Levitt was responsible for the Gipton Estate (1934–1935), containing almost 3,500 dwellings. He designed the Halton Moor Estate, more traditional council housing, in February 1938. Other housing developments completed before the war include the Sandford House Estate and Sweet Street, a development of 366 flats. March Lane, a development of over 11 acres, was suspended on the outbreak of war.

After the war, in January 1948, Livett was appointed Leeds's City Architect. He remodelled York Road Library (1949) alongside the Civic Theatre (1949). In 1953, he designed Skelton Grange Power Station, and in the following year the Central Ambulance Station in Leeds.

He designed several schools including Halton Moor Primary School (1948), Parklands/Seacroft Primary School (1950) and Allerton Grange Secondary Modern School in Talbot Avenue (1955). Towards the end of his career, he designed the College of Technology, Art and Commerce (1956) and the Temple Moore Grammar School (1957) in conjunction with Yorke, Rosenburg & Mardall.
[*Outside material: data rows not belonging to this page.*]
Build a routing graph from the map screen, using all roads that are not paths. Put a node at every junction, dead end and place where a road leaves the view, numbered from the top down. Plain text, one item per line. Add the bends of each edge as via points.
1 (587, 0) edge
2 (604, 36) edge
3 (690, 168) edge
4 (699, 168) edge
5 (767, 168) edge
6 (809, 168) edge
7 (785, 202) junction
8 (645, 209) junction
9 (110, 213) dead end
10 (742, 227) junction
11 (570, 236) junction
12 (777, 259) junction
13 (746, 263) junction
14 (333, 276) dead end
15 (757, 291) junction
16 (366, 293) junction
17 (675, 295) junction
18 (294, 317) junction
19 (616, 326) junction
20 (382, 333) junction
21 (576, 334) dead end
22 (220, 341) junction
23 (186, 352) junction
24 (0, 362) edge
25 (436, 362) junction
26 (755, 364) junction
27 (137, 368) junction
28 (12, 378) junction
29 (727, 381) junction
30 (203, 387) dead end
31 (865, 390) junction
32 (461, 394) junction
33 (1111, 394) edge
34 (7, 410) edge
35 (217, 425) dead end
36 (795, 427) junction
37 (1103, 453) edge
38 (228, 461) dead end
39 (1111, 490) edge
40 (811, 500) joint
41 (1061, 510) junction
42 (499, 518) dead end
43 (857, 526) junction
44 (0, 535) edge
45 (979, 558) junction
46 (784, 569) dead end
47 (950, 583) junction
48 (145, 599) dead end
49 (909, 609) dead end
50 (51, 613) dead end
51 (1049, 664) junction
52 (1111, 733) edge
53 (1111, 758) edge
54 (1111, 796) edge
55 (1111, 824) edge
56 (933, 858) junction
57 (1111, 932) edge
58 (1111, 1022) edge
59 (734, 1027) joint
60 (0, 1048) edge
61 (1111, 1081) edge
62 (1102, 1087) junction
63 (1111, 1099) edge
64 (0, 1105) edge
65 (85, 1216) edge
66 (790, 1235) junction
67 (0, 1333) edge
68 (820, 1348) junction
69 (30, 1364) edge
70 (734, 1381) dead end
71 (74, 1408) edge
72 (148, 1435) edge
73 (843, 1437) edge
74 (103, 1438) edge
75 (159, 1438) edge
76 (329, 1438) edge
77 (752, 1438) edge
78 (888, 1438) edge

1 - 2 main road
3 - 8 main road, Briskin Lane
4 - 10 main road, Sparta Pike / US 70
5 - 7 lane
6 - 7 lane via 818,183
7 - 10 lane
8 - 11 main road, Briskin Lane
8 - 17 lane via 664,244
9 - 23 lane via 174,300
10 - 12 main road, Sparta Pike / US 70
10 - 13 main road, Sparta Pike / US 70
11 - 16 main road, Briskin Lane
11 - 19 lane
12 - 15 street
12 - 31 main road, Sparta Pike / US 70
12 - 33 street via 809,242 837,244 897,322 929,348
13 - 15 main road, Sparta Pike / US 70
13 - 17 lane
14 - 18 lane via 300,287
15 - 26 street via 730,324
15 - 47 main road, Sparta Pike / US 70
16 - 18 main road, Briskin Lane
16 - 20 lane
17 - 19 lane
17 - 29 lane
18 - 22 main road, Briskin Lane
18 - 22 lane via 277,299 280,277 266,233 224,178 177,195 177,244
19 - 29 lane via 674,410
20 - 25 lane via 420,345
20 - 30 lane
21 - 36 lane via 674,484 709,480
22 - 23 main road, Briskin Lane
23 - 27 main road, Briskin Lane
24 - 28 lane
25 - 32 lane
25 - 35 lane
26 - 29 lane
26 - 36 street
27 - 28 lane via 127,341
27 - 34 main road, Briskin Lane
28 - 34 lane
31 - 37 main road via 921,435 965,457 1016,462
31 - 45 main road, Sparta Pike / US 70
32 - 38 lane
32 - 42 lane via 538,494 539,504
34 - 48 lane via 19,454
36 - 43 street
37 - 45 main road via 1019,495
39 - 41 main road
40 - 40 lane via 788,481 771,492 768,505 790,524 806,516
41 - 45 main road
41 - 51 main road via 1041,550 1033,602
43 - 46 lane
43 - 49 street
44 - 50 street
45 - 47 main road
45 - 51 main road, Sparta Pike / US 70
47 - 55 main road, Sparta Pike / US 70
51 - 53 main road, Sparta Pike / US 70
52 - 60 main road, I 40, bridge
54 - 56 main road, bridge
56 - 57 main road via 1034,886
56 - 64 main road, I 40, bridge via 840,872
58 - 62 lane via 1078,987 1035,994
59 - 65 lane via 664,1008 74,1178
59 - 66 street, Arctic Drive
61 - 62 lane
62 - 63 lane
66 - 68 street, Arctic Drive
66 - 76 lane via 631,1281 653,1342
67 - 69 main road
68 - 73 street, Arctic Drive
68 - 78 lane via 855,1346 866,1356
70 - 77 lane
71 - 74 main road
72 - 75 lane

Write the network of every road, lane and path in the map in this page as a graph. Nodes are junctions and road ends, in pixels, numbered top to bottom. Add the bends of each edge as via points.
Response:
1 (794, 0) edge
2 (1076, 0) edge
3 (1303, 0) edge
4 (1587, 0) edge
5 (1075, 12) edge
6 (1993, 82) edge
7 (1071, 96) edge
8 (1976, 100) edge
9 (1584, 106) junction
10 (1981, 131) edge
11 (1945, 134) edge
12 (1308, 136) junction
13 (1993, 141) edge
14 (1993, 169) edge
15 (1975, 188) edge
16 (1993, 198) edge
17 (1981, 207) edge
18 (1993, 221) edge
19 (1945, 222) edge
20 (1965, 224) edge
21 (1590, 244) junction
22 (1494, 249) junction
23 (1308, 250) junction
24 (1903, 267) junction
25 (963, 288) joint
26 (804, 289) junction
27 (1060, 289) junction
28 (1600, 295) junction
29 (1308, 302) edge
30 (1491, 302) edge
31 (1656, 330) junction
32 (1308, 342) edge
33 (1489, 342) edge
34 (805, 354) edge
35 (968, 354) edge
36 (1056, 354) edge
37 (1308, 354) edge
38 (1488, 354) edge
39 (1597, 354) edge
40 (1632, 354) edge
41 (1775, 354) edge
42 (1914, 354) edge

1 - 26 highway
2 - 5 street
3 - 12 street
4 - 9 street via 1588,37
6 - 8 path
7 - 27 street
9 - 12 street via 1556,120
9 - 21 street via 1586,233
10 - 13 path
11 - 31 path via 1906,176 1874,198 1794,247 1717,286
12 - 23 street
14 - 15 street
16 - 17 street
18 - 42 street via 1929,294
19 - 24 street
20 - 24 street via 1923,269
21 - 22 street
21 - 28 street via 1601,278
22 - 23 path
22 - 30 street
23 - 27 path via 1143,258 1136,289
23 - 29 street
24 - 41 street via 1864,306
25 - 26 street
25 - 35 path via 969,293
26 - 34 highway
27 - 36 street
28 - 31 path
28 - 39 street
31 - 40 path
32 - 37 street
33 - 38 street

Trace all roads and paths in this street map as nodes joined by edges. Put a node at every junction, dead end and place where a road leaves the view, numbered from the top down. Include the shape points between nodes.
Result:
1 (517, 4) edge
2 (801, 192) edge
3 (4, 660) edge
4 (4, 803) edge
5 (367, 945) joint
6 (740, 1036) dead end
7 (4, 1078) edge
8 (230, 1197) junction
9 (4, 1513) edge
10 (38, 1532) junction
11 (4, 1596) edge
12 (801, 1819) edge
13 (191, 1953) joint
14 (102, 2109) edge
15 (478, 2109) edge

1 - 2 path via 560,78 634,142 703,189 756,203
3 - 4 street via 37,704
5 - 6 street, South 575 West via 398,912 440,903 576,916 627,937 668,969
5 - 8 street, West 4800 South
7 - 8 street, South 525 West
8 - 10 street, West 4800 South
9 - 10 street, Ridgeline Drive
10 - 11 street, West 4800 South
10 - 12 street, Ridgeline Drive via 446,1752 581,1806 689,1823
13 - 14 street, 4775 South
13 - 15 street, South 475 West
In 1939, work began on the Saxton Gardens development, but it was delayed by the war. Construction started again in 1954 with a slab block modelled on Le Corbusier's Unité d'Habitation in Marseilles. The development contained 471 flats in blocks of five to ten storeys. Despite a view that many of Leeds citizens favoured houses over flats, Livett "insisted that the multi-storey block was the only way forward if the cities serious housing policies were to be met."
His Ireland Wood housing estate was awarded a Ministry Housing medal in 1949.

By the late 1950s, Livett was designing 10 storey point blocks at Clayton Court (1958) and 8 storey blocks at Carlton Towers in the Camp Road redevelopment (1959).

He was awarded an OBE for his wartime work in Leeds. On 20 September 1959 he died suddenly in Leeds aged 61. His acting replacement was Deputy City Architect PB Haswell, and thereafter J.R. Sheridan-Shedden was appointed City Architect in 1959.